Parenteau tells his story. Growing up poor. Being called half-breed at school. Trying hockey, trying baseball, and then finding the fiddle. He'd found his dream. He knew he wanted to play at the Grand Ole Opry. He tells the kids they can sit back and blame life for not giving them the breaks, or they can get out there and chase life. After making it to the Grand Ole Opry, playing fiddle for Neal McCoy, he'd asked his mother what he should do. She said, "Make a new dream." Twelve years with McCoy and Paranteau decided to come home to Prince Albert and make a name for himself in the Country Music Business. Most people were confused with his decision to leave the good life, but an elder had told him that he'd left because he wasn't able to be creative, and he needed to be creative.
He already has our kids in the palm of his hand, but then he takes the stage where his fiddle, mandolin and guitar are waiting. He has us clapping, whooping, stomping our feet. At one point a couple of our Educational Associates jump up and start dancing, and then I see Moira and her best buddy, Sweet, polka-two-step-hopping down the isle and to the space under the stage. Moira is wearing five inch heels, so she towers over the diminutive Sweet. As I watch the girls dance, it hits me. They are the two hands shaking on the treaty medalion. One is First Nations and one is British; they are treaty people doing the treaty dance: friendship, equality, and reciprocity.
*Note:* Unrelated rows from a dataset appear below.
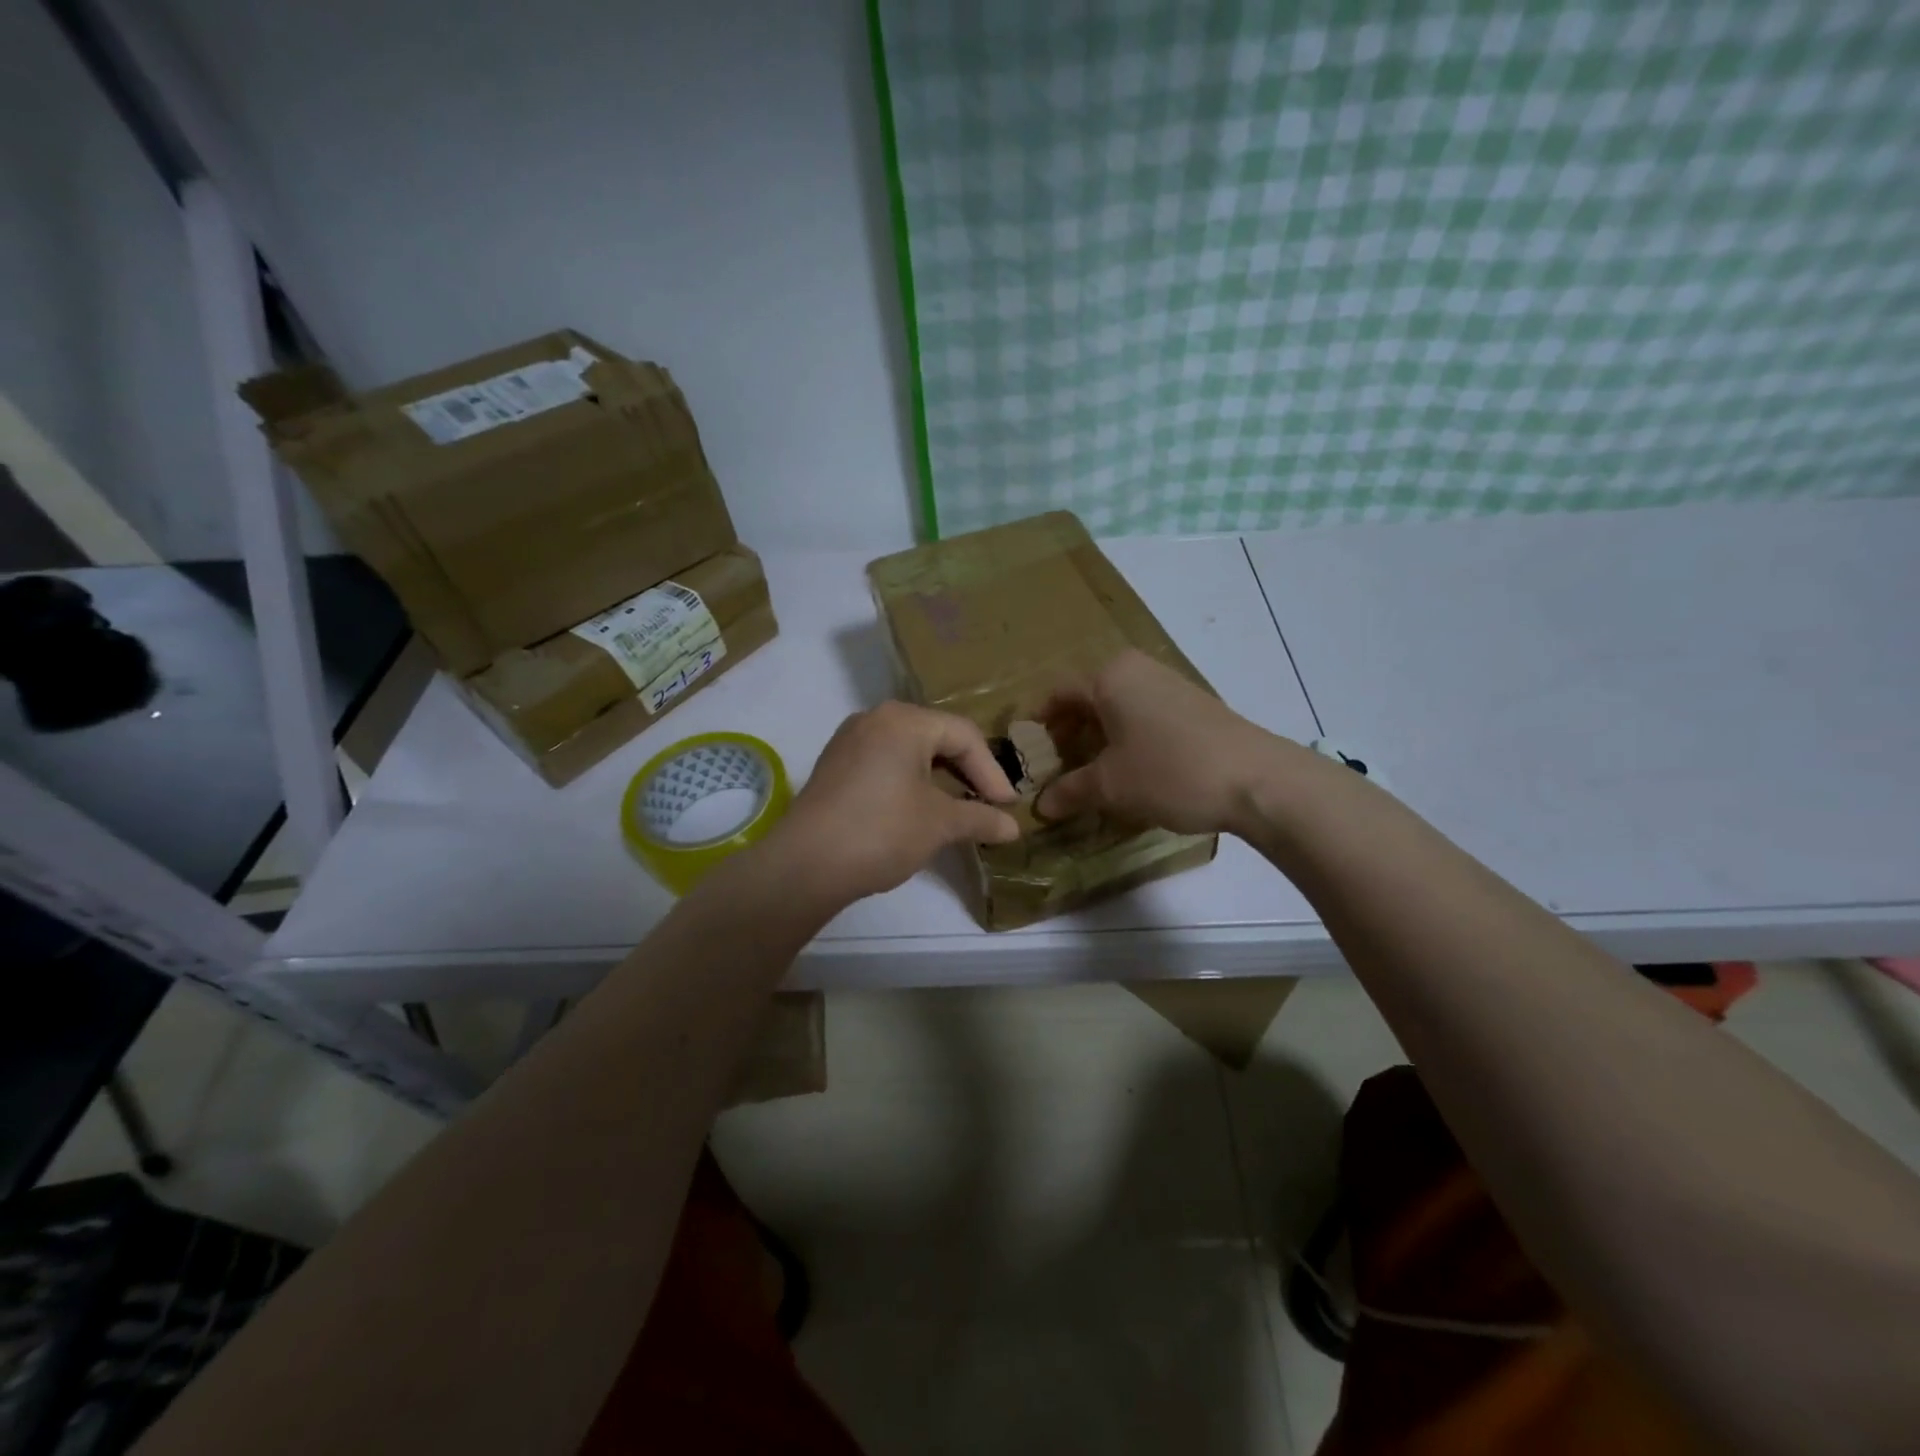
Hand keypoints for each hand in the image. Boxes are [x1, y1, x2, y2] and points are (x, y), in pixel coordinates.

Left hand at [766, 701, 1019, 904]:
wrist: (805, 865)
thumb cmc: (882, 831)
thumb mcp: (939, 824)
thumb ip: (980, 818)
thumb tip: (1013, 828)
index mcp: (904, 720)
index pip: (963, 736)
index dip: (992, 772)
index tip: (1007, 806)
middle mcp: (875, 718)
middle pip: (936, 737)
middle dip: (967, 772)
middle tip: (988, 803)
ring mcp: (849, 740)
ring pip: (909, 750)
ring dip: (939, 778)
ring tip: (959, 808)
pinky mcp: (835, 766)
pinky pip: (885, 763)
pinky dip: (910, 781)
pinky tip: (919, 809)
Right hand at [1036, 650, 1297, 836]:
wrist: (1257, 779)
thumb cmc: (1169, 771)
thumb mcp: (1110, 785)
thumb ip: (1070, 791)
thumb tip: (1040, 806)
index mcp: (1110, 676)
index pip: (1058, 694)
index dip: (1039, 726)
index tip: (1027, 756)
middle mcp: (1137, 670)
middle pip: (1088, 699)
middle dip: (1069, 734)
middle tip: (1057, 770)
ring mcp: (1169, 684)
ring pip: (1118, 708)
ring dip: (1099, 739)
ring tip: (1092, 775)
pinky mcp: (1194, 705)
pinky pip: (1144, 716)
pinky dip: (1128, 739)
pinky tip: (1132, 771)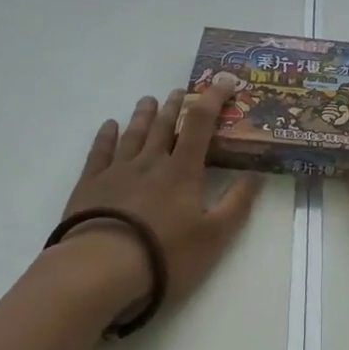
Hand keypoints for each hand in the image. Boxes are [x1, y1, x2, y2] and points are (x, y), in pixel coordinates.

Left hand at [58, 74, 262, 313]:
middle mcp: (150, 161)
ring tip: (147, 99)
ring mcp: (117, 171)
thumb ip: (237, 203)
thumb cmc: (165, 254)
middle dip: (175, 106)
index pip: (201, 124)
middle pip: (164, 126)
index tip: (224, 81)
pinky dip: (105, 136)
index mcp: (182, 171)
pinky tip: (108, 126)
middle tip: (180, 91)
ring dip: (143, 115)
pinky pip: (99, 152)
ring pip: (133, 134)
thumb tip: (258, 174)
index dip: (213, 99)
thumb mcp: (214, 236)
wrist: (101, 268)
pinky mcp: (90, 185)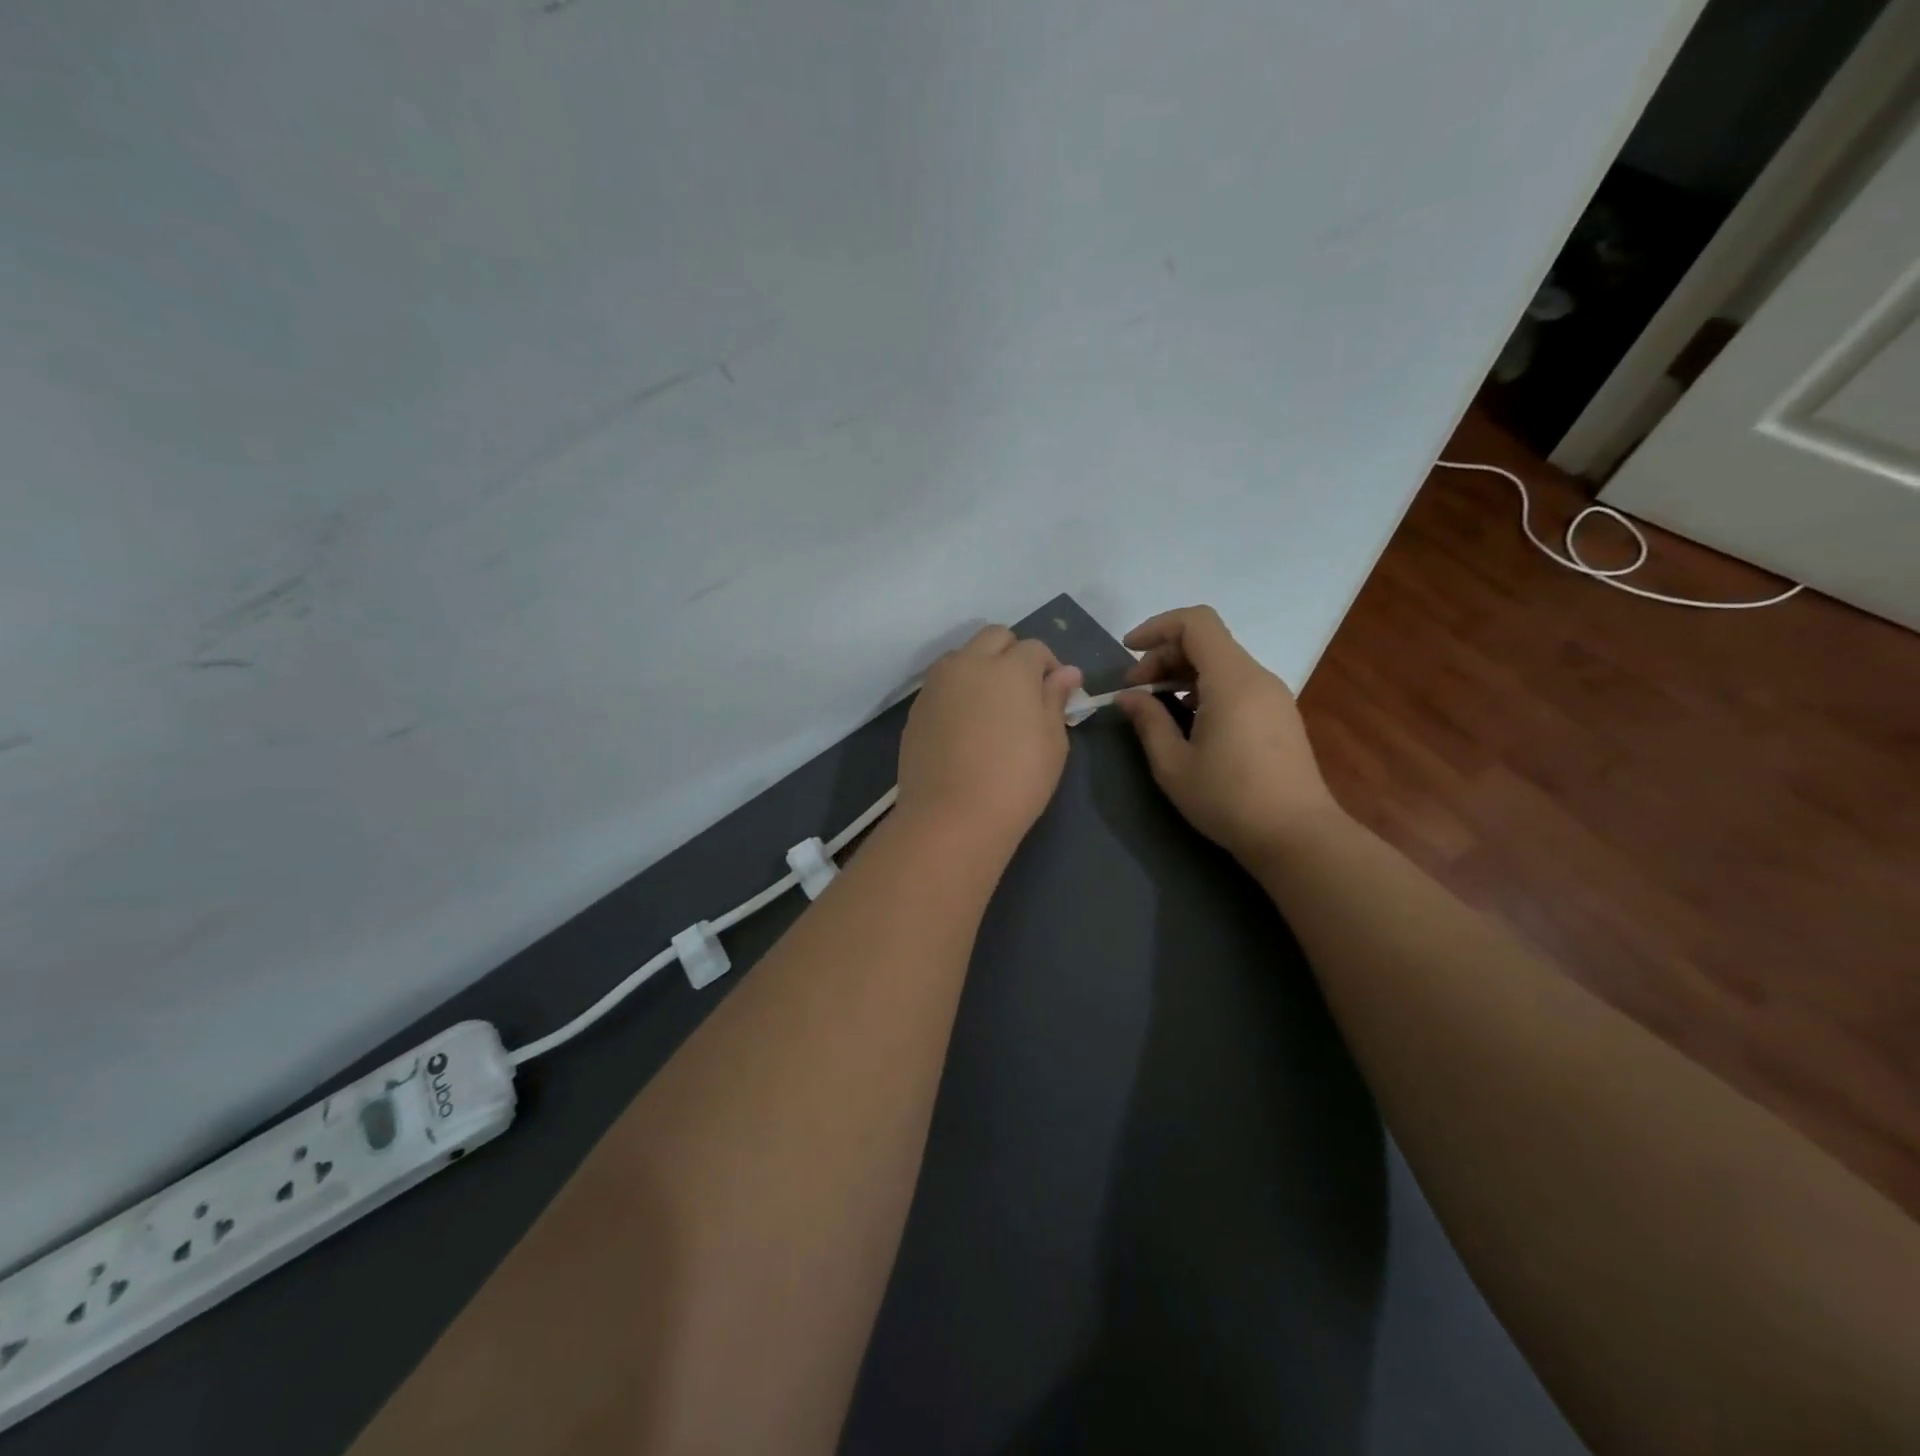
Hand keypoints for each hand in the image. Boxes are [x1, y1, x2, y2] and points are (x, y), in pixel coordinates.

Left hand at [896, 627, 1083, 851]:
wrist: (952, 816)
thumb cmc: (1017, 781)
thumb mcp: (1052, 742)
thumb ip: (1055, 699)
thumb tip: (1066, 672)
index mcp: (1010, 668)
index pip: (1035, 648)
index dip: (1049, 667)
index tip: (1055, 694)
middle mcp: (970, 664)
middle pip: (994, 637)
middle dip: (1012, 653)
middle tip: (1023, 691)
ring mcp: (937, 684)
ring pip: (962, 656)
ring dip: (980, 667)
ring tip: (990, 706)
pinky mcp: (917, 707)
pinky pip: (942, 684)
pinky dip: (957, 691)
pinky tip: (965, 725)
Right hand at [1116, 605, 1344, 864]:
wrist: (1297, 836)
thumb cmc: (1229, 799)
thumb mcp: (1173, 764)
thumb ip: (1148, 721)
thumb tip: (1127, 697)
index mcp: (1232, 680)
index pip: (1196, 623)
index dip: (1157, 627)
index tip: (1128, 651)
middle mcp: (1257, 677)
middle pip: (1207, 642)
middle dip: (1164, 656)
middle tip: (1134, 692)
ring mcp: (1273, 696)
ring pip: (1222, 663)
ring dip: (1183, 674)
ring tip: (1155, 707)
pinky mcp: (1279, 715)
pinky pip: (1236, 684)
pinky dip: (1205, 689)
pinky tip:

I think back to my own people's early treaty dance. My father's father's mother was the first white baby born in the Estevan area. When she married, the first people left a deer in the tree as a wedding gift. My mother's father, who grew up near Thesslon, Ontario, had ringworm as a little guy. A neighbour, Frank Bamageisik, an Ojibway medicine man, asked my great grandfather why he wasn't treating the little boy. My great grandfather explained that the doctors didn't know what to do because he was infected in his eye and his bottom. Bamageisik left and then returned with a poltice. He applied it and when he returned in three days, the ringworm was gone. My great grandfather asked Bamageisik why he didn't share this medicine with the doctors. He said, "Tom, they've taken our land and our livlihood, they're not taking our medicine, too."
I think about my mother and father taking me to pow wows when I was little and we met Chief Dan George. Buffy Sainte Marie and Winston Wuttnee were part of my childhood soundtrack. "Now that the buffalo's gone..." I can hear her voice mourn. "As I walked out on this land of my own, a voice seemed to cry out to me. Winston this land is not all your own. Cry out everyone, let's share it," sings Wuttnee.
Our oldest daughter attending the unveiling of the Chief Piapot statue at Regina's city hall with her best friend Ciara and her dad, Ron Crow. Arwen and her bosom buddy running back and forth at the Standing Buffalo Pow Wow and Arwen showing us a few steps Talisa had taught her. My BBFF (no, that's not a typo) Charlene whose laughter and stories are my medicine. I think of all the gifts my people have been given by the first people: land, livlihood, healing, friendship, celebrations, music.
On my way home, I take my jacket off and I walk sleeveless, sponging in the October surprise sunshine. I take some pictures of myself along the railway where the track splits in two, thinking back to what Parenteau said about facing crossroads in our lives. I take some more pictures in the hay field, sun at my back. I think about my buddy Char and the song she themed me, "Walking on Sunshine." Just another gift, this time a gift of identity.